ENTRE ECOLES CHRETIENNES ET ESOTERISME, DES FRONTIERES FLOUES...


       La notion de transformation de l’homme est au centre de la problématique; on peut parler de transmutation, d’éveil, d’illumination, de transfiguration, et peut-être même, mais à voix basse, de divinisation. Cette idée de transformation complète, si complète qu’elle en modifie la nature humaine et en repousse les limites, est «dans l’air du temps» de l’époque; ceux qui poussent cette idée le plus loin sont bien sur les tenants de l’ésotérisme, mais en réalité, l’idée se retrouve, sous une forme atténuée, dans toutes les écoles y compris classiques; chez les Dunkards, on utilise volontiers le terme «éveillé»; au Ban de la Roche, le pasteur OBERLIN, qui œuvre à l’intérieur de l’Eglise luthérienne, utilisera plus tard le mot «régénéré»; même aujourd’hui, les protestants américains ont gardé quelque chose de cette idée de transmutation, puisqu’ils font un large usage des mots «born again»... Usage probablement trop large, car il paraît que la moitié des Américains estiment être «born again» (! ! !); même l’Eglise catholique dit parfois que la sainteté devrait être le lot commun du Chrétien s’il consacrait l’énergie qu’il faut à sa vie spirituelle...

       On constate donc, que les frontières entres écoles chrétiennes classiques et ésotérisme sont plus floues qu’il y paraît, même si certaines Eglises crient volontiers au satanisme sans que rien le justifie; les exemples qui précèdent nous ont montré ce qui conduit d’excellents chrétiens à user d’un vocabulaire et d’une imagerie sans rapports avec la Bible: on comprend que, tout simplement, ils ont eu l’expérience de grands rêves ou de visions, et nous les ont relatés tels quels... Pas de quoi convoquer les exorcistes...

       Il reste que la question se pose de savoir combien de temps on reste chrétien quand on centre sa démarche spirituelle sur son expérience personnelle, qui comporte rarement des contacts avec les personnages de la Bible, et plus souvent des grands rêves s’exprimant dans le vocabulaire des archétypes et des symboles de l’inconscient; on se demande même si l’idée de privilégier l’expérience personnelle est compatible avec l’idée de donner une autorité spéciale à la Bible, car l’Esprit souffle où il veut, comme il veut, quand il veut, et s’exprime dans les termes qu’il veut, Bibliques ou pas.
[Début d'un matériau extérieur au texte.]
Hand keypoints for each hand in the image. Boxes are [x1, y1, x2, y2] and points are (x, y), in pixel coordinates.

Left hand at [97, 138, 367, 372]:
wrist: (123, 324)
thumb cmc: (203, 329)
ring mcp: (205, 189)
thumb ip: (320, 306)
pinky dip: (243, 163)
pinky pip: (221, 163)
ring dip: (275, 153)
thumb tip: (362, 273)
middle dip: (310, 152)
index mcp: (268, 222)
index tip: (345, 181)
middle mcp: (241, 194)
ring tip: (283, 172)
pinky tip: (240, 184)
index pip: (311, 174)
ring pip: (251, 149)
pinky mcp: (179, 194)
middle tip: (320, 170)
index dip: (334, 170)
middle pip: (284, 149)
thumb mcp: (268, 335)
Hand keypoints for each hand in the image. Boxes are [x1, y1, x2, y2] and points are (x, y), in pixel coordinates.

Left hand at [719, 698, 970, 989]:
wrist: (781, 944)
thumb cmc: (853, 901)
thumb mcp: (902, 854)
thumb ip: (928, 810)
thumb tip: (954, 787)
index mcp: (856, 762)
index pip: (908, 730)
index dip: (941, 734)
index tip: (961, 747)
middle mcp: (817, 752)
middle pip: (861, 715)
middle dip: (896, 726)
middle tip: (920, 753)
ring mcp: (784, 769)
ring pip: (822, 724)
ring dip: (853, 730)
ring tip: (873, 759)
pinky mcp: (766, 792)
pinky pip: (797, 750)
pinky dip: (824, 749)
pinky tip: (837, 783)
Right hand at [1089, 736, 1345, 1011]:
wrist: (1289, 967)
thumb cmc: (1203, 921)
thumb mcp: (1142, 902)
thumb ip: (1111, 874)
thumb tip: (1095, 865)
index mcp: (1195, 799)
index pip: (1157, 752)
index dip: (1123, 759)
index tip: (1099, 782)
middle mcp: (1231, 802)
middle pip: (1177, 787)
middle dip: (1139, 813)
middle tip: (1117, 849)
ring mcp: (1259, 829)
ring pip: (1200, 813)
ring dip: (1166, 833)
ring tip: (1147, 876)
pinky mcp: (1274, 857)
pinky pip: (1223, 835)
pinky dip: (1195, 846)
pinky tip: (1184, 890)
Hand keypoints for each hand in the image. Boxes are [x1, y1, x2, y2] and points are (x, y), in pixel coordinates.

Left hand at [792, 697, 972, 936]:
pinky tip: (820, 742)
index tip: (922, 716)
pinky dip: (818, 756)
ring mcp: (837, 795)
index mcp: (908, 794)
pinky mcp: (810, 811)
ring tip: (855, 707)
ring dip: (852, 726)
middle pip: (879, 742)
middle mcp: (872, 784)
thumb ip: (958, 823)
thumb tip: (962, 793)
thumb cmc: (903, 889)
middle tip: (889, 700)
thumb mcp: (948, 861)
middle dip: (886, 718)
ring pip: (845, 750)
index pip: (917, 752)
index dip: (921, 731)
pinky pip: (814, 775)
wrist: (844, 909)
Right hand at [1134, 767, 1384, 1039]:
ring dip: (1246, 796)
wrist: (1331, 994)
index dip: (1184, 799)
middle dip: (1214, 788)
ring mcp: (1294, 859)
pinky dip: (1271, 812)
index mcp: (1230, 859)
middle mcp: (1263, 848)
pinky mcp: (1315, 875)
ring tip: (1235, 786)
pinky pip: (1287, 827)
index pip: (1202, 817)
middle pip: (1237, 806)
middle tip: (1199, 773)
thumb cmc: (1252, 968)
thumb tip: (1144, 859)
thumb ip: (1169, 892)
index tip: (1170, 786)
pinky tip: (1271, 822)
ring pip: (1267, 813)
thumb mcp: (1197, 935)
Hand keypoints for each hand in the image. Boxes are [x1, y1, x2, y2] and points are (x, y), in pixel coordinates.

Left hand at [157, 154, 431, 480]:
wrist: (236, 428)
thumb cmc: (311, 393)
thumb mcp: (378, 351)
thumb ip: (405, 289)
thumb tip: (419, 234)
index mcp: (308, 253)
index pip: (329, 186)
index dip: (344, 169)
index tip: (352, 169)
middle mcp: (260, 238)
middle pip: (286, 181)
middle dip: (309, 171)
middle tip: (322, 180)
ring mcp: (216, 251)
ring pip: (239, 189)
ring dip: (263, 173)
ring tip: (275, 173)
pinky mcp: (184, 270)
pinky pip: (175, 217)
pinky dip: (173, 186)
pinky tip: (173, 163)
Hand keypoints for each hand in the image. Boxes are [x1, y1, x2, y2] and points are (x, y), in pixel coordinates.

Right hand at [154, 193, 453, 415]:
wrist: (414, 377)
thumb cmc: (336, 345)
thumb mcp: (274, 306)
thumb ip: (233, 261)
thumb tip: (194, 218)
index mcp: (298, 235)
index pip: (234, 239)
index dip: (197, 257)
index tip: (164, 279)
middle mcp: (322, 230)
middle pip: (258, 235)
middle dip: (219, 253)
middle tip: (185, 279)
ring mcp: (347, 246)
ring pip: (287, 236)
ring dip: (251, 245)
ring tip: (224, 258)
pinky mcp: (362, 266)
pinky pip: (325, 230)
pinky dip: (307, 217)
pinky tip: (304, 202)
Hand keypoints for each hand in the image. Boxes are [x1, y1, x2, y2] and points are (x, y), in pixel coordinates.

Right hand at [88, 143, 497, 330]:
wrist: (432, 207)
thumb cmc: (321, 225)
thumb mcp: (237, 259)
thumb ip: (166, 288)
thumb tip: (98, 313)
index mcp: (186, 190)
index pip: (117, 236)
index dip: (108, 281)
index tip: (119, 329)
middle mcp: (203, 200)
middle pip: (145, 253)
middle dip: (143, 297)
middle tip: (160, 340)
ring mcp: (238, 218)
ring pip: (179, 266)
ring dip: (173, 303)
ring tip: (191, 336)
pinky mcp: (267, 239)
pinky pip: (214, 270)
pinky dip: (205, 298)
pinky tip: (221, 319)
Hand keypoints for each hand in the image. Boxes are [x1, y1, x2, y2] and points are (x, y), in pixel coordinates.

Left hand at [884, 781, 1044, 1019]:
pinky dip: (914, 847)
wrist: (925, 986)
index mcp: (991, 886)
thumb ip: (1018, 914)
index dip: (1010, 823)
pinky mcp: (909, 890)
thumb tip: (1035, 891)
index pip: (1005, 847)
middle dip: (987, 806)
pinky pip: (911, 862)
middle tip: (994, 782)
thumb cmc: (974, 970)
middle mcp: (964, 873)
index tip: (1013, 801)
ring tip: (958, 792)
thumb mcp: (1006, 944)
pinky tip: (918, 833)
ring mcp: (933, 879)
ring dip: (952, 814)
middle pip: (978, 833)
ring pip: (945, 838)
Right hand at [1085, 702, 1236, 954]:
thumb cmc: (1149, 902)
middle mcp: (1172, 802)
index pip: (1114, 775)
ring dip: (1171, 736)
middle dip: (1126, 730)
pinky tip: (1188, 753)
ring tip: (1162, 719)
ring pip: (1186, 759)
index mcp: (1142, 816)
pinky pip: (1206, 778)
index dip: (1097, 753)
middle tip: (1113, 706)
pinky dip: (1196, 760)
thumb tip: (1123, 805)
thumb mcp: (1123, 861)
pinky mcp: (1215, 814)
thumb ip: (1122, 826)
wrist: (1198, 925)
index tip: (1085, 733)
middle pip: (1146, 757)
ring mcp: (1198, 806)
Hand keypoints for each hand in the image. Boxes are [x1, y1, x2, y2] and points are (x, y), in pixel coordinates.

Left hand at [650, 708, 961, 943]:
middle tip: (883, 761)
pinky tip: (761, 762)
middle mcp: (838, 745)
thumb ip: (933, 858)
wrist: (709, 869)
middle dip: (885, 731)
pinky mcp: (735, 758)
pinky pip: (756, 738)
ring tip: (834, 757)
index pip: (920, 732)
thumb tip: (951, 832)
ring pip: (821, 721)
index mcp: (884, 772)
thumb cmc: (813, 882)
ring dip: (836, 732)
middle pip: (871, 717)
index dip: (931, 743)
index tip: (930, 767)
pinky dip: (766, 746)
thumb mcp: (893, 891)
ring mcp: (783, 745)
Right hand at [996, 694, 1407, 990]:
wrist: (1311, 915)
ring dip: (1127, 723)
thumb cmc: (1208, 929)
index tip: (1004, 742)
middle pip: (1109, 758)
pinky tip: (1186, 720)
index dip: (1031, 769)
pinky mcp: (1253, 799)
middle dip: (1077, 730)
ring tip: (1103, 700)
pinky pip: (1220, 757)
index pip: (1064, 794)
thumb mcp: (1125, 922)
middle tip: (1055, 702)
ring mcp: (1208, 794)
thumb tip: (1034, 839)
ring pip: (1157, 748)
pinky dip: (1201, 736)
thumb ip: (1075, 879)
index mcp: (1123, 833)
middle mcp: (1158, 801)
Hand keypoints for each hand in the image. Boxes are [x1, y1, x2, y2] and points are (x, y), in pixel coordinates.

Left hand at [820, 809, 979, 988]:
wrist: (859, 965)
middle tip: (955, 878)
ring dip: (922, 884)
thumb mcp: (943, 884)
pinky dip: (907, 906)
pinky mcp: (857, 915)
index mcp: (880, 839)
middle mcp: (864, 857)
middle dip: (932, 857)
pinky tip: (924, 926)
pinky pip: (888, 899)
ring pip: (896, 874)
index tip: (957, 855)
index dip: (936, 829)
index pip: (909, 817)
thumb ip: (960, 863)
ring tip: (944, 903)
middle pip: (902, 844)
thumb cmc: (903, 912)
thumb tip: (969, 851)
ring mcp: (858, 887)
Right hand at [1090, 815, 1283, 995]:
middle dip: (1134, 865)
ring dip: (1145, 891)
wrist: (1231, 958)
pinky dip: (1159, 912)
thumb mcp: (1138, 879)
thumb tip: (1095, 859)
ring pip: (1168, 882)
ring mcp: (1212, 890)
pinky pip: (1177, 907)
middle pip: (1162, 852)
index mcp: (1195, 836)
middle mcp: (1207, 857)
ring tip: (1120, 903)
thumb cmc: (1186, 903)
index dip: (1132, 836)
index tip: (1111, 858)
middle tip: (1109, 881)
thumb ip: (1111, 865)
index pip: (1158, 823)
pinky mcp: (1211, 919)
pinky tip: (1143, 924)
La façon de résoudre cette contradiction différait selon les sectes, et parfois à l’intérieur de la même secte, et parfois même à l’intérieur de la même personne, selon les moments.


1623: des affiches sont apposées sur les murs de Paris, annonçant la présence dans la ville de la fraternité Rose Croix

1648: les traités de Westphalie réaffirment la règle du Cujus Regio Ejus Religio: l’homme du peuple a la religion de sa région, c’est à dire de son seigneur; lequel a le choix entre Catholicisme, Luthérianisme ou bien (c’est une nouveauté par rapport au traité d’Augsbourg) Calvinisme; les diverses petites sectes allemandes se sentent exclues du partage, et ont tendance à mettre dans le même sac toutes les Eglises «officielles»: catholiques, luthériens et réformés; cette distinction entre les «trois grandes» (Eglises) d’une part, et les petites sectes d’autre part, nous la retrouverons en Pennsylvanie, où elle prendra la forme de l’opposition entre «Plain» et «Gay»

1691: naissance de Conrad BEISSEL, à Eberbach, sur la rivière Neckar

1694: fonctionnement en Amérique de la secte ouvertement rosicrucienne Woman in the Wilderness, autour du leader Johannes KELPIUS; la secte ne survit que peu de temps à la mort de KELPIUS en 1708; c’est cette secte que BEISSEL souhaitait rejoindre, mais elle a cessé d’exister quand il arrive en Amérique

1690/1720 (environ): Disciples de Kelpius, de Labadie, de Beissel, Quakers, plus tard Shakers: on trouve à cette époque, sur le sol américain, de nombreuses petites sectes ayant pour caractéristiques de n’être pas particulièrement conservatrices; la propriété est collective (en contrepartie, l’admission se fait après sélection); la femme est souvent traitée en égale (les Shakers préconisent même de ne pas avoir d’enfants); la liberté de pensée est totale (la Bible est parfois oubliée; nous avons vu qu’il y a des sectes ésotériques; il y a même des religions sans dogmes comme les Quakers)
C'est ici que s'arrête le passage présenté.